Ideker, who led the new research on the AI for cell biology, set out to do something different. He wanted to use a neural network not just to spit out answers, but to show researchers how it reached those conclusions. And by mapping a neural network to the components of a yeast cell, his team could learn about the way life works. “We’re interested in a particular structure that was optimized not by computer scientists, but by evolution,” he tells IEEE Spectrum.
This project was doable because brewer’s yeast, a single-cell organism, has been studied since the 1850s as a basic biological system. “It was convenient because we had a lot of knowledge about cell biology that could be brought to the table,” Ideker says. “We actually know an enormous amount about the structure of a yeast cell.”
So his team mapped the layers of a neural network to the components of a yeast cell, starting with the most microscopic elements (the nucleotides that make up its DNA), moving upward to larger structures such as ribosomes (which take instructions from the DNA and make proteins), and finally to organelles like the mitochondrion and nucleus (which run the cell’s operations). Overall, their neural network, which they call DCell, makes use of 2,526 subsystems from the yeast cell.
DCell allows researchers to change a cell’s DNA (its genetic code) and see how those changes ripple upward to change its biological processes, and subsequent to that, cell growth and reproduction.
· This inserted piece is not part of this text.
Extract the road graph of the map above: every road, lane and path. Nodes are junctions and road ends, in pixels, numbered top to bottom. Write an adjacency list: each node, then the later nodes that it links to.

Its training data set consisted of several million examples of genetic mutations in real yeast cells, paired with information about the results of those mutations.
The researchers found that DCell could use its simulated yeast to accurately predict cell growth. And since it’s a “visible” neural network, the researchers could see the cellular mechanisms that were altered when they messed around with the DNA.
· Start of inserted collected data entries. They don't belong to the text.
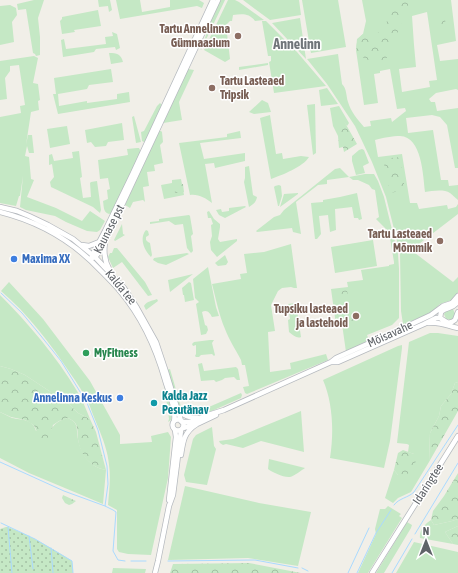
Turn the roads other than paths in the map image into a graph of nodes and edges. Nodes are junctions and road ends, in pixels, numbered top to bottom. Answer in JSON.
{"nodes":[{"id":1,"x":213,"y":0,"type":"edge"},
{"id":2,"x":218,"y":0,"type":"edge"},
{"id":3,"x":0,"y":207,"type":"edge"},
{"id":4,"x":0,"y":212,"type":"edge"},
{"id":5,"x":116,"y":217,"type":"junction"},
{"id":6,"x":111,"y":218,"type":"junction"},
{"id":7,"x":109,"y":233,"type":"junction"},
{"id":8,"x":106,"y":239,"type":"junction"},
{"id":9,"x":99,"y":242,"type":"junction"},
{"id":10,"x":80,"y":245,"type":"junction"},
{"id":11,"x":92,"y":257,"type":"junction"},
{"id":12,"x":111,"y":274,"type":"junction"},
{"id":13,"x":458,"y":296,"type":"edge"},
{"id":14,"x":458,"y":301,"type":"edge"},
{"id":15,"x":449,"y":304,"type":"junction"},
{"id":16,"x":454,"y":306,"type":"junction"},
{"id":17,"x":457,"y":316,"type":"edge"},
{"id":18,"x":440,"y":318,"type":"junction"},
{"id":19,"x":424,"y":324,"type":"junction"},
{"id":20,"x":444,"y":324,"type":"junction"},
{"id":21,"x":458,"y":328,"type":"edge"},
{"id":22,"x":331,"y":362,"type":"junction"},
{"id":23,"x":176,"y":408,"type":"junction"},
{"id":24,"x":224,"y":410,"type":"junction"},
{"id":25,"x":199,"y":418,"type":"junction"},
{"id":26,"x":174,"y":421,"type":"junction"},
{"id":27,"x":197,"y":424,"type":"junction"},
{"id":28,"x":180,"y":426,"type":"junction"},
{"id":29,"x":458,"y":436,"type":"edge"},
{"id":30,"x":177,"y":464,"type":"junction"},
{"id":31,"x":169,"y":506,"type":"junction"},
{"id":32,"x":154,"y":573,"type":"edge"},
{"id":33,"x":372,"y":573,"type":"edge"}],
"edges":[{"from":1,"to":6,"type":"street","name":"Kaunase pst"},
{"from":2,"to":5,"type":"street","name":"Kaunase pst"},
{"from":3,"to":10,"type":"street","name":"Kalda tee"},
{"from":4,"to":11,"type":"street","name":"Kalda tee"},
{"from":5,"to":6,"type":"street"},
{"from":5,"to":7,"type":"street","name":"Kaunase pst"},
{"from":6,"to":7,"type":"street"},
{"from":6,"to":9,"type":"street","name":"Kaunase pst"},
{"from":7,"to":8,"type":"street","name":"Kaunase pst"},
{"from":8,"to":11,"type":"street","name":"Kaunase pst"},
{"from":8,"to":12,"type":"street"},
{"from":9,"to":10,"type":"street"},
{"from":9,"to":11,"type":"street","name":"Kaunase pst"},
{"from":10,"to":11,"type":"street","name":"Kalda tee"},
{"from":11,"to":12,"type":"street","name":"Kalda tee"},
{"from":11,"to":26,"type":"street","name":"Kalda tee"},
{"from":12,"to":23,"type":"street","name":"Kalda tee"},
{"from":13,"to":15,"type":"street","name":"Mõisavahe"},
{"from":14,"to":16,"type":"street","name":"Mõisavahe"},
{"from":15,"to":16,"type":"street"},
{"from":15,"to":22,"type":"street","name":"Mõisavahe"},
{"from":16,"to":17,"type":"street","name":"Mõisavahe"},
{"from":16,"to":18,"type":"street","name":"Mõisavahe"},
{"from":17,"to":18,"type":"street","name":"Mõisavahe"},
{"from":18,"to":19,"type":"street","name":"Mõisavahe"},
{"from":18,"to":20,"type":"street"},
{"from":19,"to":20,"type":"street"},
{"from":19,"to":22,"type":"street","name":"Mõisavahe"},
{"from":20,"to":21,"type":"street"},
{"from":22,"to":24,"type":"street","name":"Mõisavahe"},
{"from":23,"to":25,"type":"street"},
{"from":23,"to":28,"type":"street","name":"Kalda tee"},
{"from":24,"to":25,"type":"street","name":"Mõisavahe"},
{"from":24,"to":27,"type":"street","name":"Mõisavahe"},
{"from":25,"to":28,"type":"street","name":"Mõisavahe"},
{"from":26,"to":28,"type":"street"},
{"from":26,"to":28,"type":"street","name":"Kalda tee"},
{"from":27,"to":28,"type":"street","name":"Mõisavahe"},
{"from":27,"to":30,"type":"street"},
{"from":28,"to":30,"type":"street","name":"Kalda tee"},
{"from":28,"to":31,"type":"street","name":"Kalda tee"},
{"from":29,"to":33,"type":"street","name":"Idaringtee"},
{"from":30,"to":31,"type":"street","name":"Kalda tee"},
{"from":31,"to":32,"type":"street","name":"Kalda tee"}]}
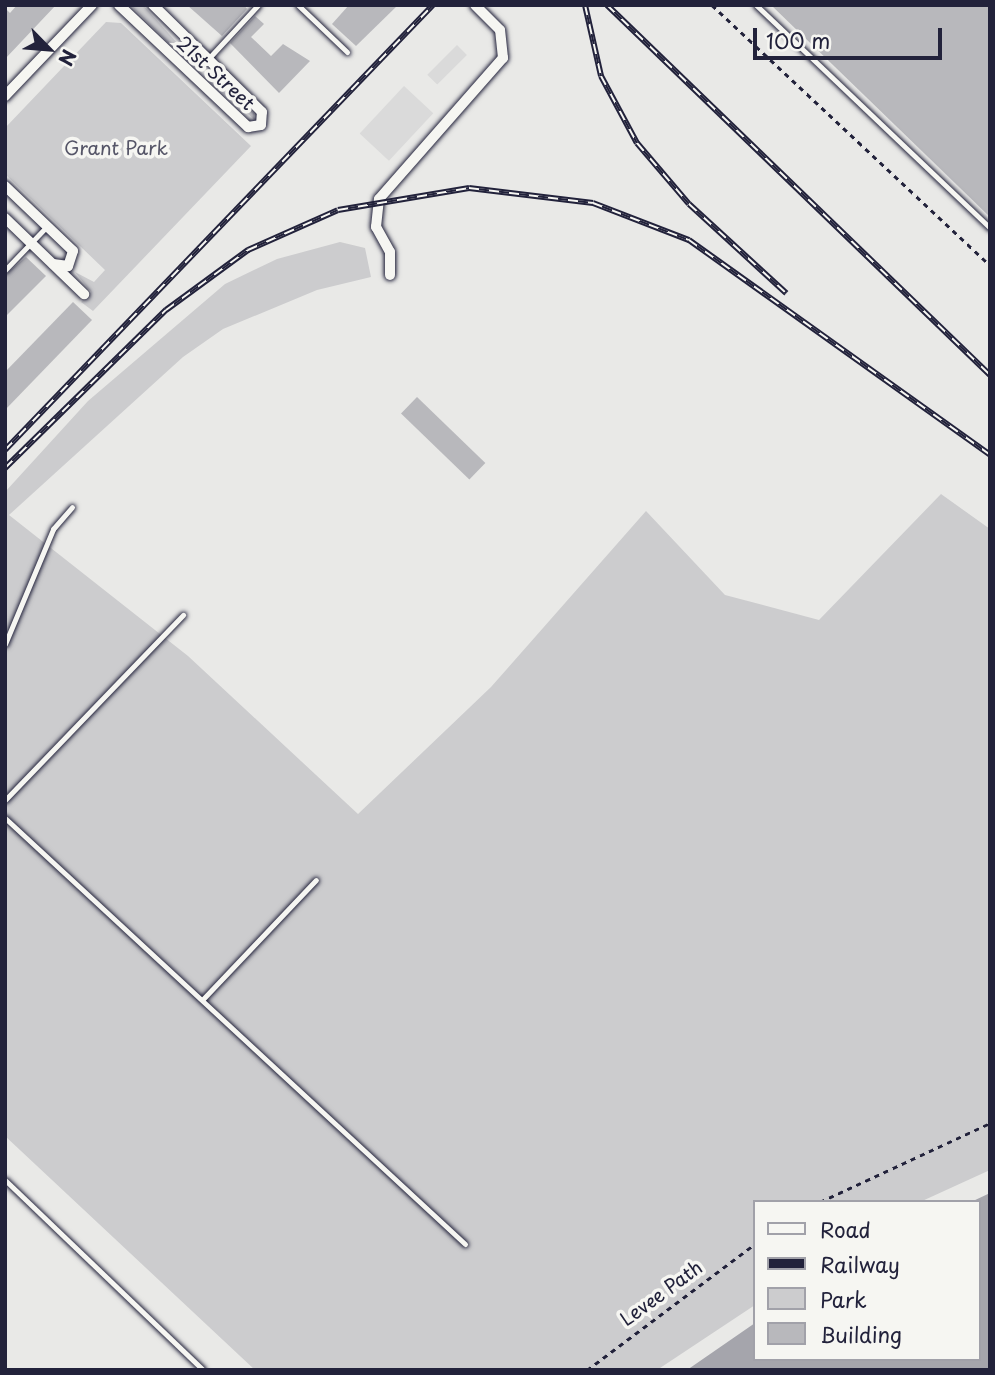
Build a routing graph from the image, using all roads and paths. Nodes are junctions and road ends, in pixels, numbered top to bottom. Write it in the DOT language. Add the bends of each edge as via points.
graph roads {
  1 [pos="92,5"];
  2 [pos="119,5"];
  3 [pos="153,5"];
  4 [pos="258,5"];
  5 [pos="298,5"];
  6 [pos="475,5"];
  7 [pos="712,5"];
  8 [pos="756,5"];
  9 [pos="347,52"];
  10 [pos="208,59"];
  11 [pos="192,75"];
  12 [pos="5,96"];
  13 [pos="5,186"];
  14 [pos="5,218"];
  15 [pos="47,226"];
  16 [pos="990,228"];
  17 [pos="31,243"];
  18 [pos="53,264"];
  19 [pos="990,265"];
  20 [pos="5,270"];
  21 [pos="390,275"];
  22 [pos="84,294"];
  23 [pos="72,507"];
  24 [pos="183,615"];
  25 [pos="5,644"];
  26 [pos="5,800"];
  27 [pos="5,818"];
  28 [pos="316,880"];
  29 [pos="203,999"];
  30 [pos="990,1123"];
  31 [pos="5,1180"];
  32 [pos="824,1200"];
  33 [pos="465,1244"];
  34 [pos="754,1245"];
  35 [pos="203,1370"];
  36 [pos="586,1370"];
  1 -- 12 [label="street"];
  2 -- 11 [label="street, 21st Street"];
  3 -- 10 [label="street, 21st Street"];
  4 -- 10 [label="lane"];
  5 -- 9 [label="lane"];
  6 -- 21 [label="street" via="504,37 503,58 379,198 376,227 390,252"];
  7 -- 19 [label="path"];
  8 -- 16 [label="lane"];
  10 -- 11 [label="street"];
  10 -- 11 [label="street, 21st Street" via="262,112 261,125 248,127"];
  13 -- 15 [label="street"];
  14 -- 17 [label="street"];
  15 -- 17 [label="lane"];
  15 -- 18 [label="street" via="70,248 71,263"];
  17 -- 18 [label="street"];
  17 -- 20 [label="lane"];
  18 -- 22 [label="street"];
  23 -- 25 [label="lane" via="53,529"];
  24 -- 26 [label="lane"];
  27 -- 29 [label="lane"];
  28 -- 29 [label="lane"];
  29 -- 33 [label="lane"];
  30 -- 32 [label="path"];
  31 -- 35 [label="lane"];
  34 -- 36 [label="path, Levee Path"];
}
This transparency means that DCell could potentially be used for in silico studies of cells, obviating the need for expensive and time-consuming lab experiments. If the researchers can figure out how to model not just a simple yeast cell but also complex human cells, the effects could be dramatic. “If you could construct a whole working model of a human cell and run simulations on it,” says Ideker, “that would utterly revolutionize precision medicine and drug development.”
Cancer is the most obvious disease to study, because each cancer patient’s tumor cells contain a unique mix of mutations. “You could boot up the model with the patient’s genome and mutations, and it would tell you how quickly those cells will grow, and how aggressive that cancer is,” Ideker says.
What’s more, pharma companies searching for new cancer drugs use cell growth as the metric of success or failure. They look at a multitude of molecules that turn different genes on or off, asking for each: Does this potential drug cause the tumor cell to stop multiplying? With billions of dollars going to R&D for cancer drugs, an in silico shortcut has clear appeal.
Upgrading from yeast to human cells won’t be an easy task. Researchers need to gather enough information about human patients to form a training data set for a neural network—they’ll need millions of records that include both patients’ genetic profiles and their health outcomes. But that data will accumulate fairly quickly, Ideker predicts. “There’s a ton of attention going into sequencing patient genomes,” he says.
The trickier part is gathering the knowledge of how a human cancer cell works, so the neural network can be mapped to its component parts. Ideker is part of a consortium called the Cancer Cell Map Initiative that aims to help with this challenge. Cataloging a cancer cell’s biological processes is tough because the mutations don’t only switch cellular functions on and off, they can also dial them up or down, and can act in concert in complicated ways.
Still, Ideker is hopeful that he can employ a machine learning technique called transfer learning to get from a neural network that models yeast cells to one that models human cells. “Once you’ve built a system that recognizes cats, you don’t need to retrain the whole neural network to recognize squirrels,” he says.